▸ WHAT YOU ARE ASKED TO DO
When a line below holds the string "Giosuè", show that line.

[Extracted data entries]
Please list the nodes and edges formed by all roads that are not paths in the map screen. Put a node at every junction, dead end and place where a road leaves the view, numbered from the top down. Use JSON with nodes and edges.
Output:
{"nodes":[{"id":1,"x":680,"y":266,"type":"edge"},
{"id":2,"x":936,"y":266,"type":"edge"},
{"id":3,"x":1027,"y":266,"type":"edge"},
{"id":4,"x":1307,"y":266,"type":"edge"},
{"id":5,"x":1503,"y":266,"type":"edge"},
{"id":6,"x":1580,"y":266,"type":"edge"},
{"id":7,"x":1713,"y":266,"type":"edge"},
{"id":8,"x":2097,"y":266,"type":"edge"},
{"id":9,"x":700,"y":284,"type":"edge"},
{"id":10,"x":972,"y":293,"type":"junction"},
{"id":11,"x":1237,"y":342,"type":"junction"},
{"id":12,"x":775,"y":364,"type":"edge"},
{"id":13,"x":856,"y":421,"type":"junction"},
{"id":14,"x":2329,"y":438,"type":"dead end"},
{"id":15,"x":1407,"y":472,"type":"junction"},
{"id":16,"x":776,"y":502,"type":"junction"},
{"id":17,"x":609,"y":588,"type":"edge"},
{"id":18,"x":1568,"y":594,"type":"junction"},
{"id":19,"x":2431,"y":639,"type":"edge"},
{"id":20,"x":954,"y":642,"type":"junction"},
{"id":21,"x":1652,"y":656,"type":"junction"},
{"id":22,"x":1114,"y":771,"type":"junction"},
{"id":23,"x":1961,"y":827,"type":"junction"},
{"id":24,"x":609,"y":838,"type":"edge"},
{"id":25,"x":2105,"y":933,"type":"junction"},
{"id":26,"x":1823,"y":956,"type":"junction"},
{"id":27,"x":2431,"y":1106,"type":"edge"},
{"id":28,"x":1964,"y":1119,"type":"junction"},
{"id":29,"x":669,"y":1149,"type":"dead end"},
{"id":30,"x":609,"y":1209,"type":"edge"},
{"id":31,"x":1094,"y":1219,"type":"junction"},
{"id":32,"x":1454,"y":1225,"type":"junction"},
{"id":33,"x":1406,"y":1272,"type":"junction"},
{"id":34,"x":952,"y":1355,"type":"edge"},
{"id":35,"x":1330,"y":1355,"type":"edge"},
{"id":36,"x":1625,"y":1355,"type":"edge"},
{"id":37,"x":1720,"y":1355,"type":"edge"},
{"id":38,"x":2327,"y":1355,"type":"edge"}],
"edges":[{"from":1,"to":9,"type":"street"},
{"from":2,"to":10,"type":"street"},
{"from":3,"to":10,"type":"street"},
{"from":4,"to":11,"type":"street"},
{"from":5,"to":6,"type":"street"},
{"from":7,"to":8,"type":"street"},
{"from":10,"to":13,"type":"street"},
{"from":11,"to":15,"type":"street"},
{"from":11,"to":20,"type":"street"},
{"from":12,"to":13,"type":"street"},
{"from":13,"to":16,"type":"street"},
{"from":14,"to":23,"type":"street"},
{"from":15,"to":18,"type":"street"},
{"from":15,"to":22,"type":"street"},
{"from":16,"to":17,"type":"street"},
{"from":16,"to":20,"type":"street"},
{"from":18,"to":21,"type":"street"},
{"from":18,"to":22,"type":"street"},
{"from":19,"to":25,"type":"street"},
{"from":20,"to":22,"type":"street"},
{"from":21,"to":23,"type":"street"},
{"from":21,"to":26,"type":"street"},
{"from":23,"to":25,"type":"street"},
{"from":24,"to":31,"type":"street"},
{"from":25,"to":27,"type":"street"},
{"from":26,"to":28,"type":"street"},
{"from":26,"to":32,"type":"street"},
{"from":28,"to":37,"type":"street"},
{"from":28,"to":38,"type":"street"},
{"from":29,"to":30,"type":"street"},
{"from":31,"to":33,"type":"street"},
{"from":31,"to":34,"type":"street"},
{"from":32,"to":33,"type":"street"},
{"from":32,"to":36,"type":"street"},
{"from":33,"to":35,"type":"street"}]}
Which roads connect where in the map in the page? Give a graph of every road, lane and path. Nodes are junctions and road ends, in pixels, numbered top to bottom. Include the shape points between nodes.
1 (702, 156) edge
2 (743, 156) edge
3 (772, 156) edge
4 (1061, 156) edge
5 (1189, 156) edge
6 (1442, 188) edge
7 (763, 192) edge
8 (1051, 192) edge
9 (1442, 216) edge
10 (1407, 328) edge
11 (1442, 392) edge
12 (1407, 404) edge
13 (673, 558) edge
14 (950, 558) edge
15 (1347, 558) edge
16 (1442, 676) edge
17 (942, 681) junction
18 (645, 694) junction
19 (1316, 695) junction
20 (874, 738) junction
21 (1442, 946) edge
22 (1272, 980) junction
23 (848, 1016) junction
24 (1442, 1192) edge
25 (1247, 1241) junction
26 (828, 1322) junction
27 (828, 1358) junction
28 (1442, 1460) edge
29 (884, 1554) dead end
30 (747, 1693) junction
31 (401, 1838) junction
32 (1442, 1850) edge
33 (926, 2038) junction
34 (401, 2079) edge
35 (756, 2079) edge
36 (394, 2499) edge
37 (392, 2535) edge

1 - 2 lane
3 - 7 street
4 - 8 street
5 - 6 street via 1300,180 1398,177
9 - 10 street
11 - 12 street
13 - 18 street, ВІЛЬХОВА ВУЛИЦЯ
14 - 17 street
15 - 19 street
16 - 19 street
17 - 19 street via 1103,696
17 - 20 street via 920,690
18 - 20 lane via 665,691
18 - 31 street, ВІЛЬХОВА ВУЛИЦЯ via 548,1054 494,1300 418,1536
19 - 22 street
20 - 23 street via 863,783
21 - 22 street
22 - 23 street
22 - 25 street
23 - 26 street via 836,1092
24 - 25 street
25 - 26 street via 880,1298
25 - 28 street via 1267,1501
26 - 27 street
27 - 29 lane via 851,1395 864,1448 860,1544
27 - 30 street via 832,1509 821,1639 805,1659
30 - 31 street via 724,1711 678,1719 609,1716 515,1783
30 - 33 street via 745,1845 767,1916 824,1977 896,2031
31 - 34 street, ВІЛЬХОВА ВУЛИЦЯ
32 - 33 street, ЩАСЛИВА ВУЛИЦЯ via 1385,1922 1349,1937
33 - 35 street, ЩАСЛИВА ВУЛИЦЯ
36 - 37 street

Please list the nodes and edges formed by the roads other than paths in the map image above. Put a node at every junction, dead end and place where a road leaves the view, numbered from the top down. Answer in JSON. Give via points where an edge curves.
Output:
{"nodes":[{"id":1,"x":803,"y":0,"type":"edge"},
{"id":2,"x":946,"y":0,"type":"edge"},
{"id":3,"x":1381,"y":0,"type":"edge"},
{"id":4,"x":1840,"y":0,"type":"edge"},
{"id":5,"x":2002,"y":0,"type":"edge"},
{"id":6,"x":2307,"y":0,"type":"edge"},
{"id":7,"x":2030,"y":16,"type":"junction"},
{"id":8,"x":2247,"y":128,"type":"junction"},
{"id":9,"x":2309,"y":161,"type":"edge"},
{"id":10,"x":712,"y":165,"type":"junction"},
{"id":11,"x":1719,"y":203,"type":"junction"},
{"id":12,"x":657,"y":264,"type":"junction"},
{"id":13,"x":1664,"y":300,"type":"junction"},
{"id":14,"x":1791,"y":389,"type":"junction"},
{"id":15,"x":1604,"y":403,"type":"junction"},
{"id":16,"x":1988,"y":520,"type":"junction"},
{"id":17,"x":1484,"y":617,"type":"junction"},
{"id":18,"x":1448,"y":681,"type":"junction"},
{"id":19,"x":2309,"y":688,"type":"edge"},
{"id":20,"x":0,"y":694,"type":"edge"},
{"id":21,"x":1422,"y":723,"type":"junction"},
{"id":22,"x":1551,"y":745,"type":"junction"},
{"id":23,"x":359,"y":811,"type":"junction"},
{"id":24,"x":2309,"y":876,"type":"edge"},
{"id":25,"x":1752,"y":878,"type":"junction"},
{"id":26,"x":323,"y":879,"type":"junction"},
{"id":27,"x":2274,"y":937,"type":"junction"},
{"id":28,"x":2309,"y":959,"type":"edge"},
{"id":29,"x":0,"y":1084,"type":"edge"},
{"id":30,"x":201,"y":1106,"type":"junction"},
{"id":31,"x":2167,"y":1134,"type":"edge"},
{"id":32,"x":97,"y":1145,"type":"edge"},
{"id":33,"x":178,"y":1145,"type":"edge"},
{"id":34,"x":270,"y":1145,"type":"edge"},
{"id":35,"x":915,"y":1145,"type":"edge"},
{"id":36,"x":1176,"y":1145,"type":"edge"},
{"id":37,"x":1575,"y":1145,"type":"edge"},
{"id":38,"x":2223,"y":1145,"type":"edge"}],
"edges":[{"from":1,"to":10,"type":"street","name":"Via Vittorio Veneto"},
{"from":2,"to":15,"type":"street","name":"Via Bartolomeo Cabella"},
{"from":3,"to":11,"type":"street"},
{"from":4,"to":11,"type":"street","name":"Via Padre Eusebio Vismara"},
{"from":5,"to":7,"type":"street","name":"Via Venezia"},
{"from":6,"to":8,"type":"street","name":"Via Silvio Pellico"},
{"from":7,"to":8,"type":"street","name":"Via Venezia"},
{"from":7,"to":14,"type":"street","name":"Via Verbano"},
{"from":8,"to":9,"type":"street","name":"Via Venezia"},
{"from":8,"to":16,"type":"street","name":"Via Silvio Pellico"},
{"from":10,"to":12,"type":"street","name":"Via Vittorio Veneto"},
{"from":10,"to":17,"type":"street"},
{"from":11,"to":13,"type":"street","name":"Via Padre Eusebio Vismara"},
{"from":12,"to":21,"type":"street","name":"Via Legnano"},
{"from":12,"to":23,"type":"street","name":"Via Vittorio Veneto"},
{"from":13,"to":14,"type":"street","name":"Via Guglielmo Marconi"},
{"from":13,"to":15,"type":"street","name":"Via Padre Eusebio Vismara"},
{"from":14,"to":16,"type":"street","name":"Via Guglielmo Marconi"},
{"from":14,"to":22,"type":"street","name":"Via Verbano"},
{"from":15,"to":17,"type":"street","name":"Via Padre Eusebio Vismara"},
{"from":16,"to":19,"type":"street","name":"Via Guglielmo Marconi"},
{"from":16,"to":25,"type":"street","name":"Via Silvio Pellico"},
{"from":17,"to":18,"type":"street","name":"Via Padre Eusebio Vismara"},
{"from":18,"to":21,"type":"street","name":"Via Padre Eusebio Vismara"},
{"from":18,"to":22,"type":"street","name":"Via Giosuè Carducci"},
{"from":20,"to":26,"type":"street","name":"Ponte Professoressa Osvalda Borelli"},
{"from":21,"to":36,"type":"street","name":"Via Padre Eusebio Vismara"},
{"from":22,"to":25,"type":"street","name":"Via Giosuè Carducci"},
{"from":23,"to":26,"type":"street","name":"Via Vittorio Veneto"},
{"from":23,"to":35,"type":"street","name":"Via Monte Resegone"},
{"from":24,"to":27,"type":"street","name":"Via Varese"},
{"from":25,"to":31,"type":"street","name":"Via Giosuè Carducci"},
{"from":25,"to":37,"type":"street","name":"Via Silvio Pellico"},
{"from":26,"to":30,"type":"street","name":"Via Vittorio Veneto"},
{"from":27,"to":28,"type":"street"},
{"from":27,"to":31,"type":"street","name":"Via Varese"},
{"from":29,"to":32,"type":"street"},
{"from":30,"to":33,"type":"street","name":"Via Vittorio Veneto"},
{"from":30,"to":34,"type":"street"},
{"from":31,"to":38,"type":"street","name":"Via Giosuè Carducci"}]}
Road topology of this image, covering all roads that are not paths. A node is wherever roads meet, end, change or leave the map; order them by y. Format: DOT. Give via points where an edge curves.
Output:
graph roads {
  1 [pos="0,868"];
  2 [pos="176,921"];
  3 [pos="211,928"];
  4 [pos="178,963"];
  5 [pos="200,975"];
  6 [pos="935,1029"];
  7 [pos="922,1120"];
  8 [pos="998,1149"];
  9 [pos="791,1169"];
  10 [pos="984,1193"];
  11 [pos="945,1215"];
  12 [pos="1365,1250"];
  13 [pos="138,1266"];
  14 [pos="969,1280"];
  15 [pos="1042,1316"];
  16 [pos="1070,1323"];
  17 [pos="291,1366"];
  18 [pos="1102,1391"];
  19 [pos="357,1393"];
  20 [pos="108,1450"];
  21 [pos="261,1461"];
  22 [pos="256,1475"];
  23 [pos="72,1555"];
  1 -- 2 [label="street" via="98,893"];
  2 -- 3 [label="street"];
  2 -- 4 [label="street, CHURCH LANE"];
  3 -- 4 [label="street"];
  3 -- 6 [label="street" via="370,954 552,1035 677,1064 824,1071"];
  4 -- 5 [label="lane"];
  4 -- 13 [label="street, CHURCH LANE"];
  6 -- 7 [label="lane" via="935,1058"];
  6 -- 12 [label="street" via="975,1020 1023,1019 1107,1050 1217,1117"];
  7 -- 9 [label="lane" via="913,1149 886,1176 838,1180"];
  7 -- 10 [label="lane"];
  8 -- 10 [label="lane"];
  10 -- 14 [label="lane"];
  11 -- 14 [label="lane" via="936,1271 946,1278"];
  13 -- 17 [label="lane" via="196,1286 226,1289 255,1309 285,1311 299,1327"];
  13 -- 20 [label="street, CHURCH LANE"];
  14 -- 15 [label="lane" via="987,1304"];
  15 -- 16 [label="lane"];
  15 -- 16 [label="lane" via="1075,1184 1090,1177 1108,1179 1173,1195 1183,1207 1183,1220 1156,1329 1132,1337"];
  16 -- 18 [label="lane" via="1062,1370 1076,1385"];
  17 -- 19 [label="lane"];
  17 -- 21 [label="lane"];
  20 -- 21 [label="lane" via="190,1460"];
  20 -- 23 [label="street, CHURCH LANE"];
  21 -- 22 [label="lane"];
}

▸ RESULT FOR THIS EXERCISE
{"from":18,"to":22,"type":"street","name":"Via Giosuè Carducci"},
{"from":22,"to":25,"type":"street","name":"Via Giosuè Carducci"},
{"from":25,"to":31,"type":"street","name":"Via Giosuè Carducci"},
{"from":31,"to":38,"type":"street","name":"Via Giosuè Carducci"}]}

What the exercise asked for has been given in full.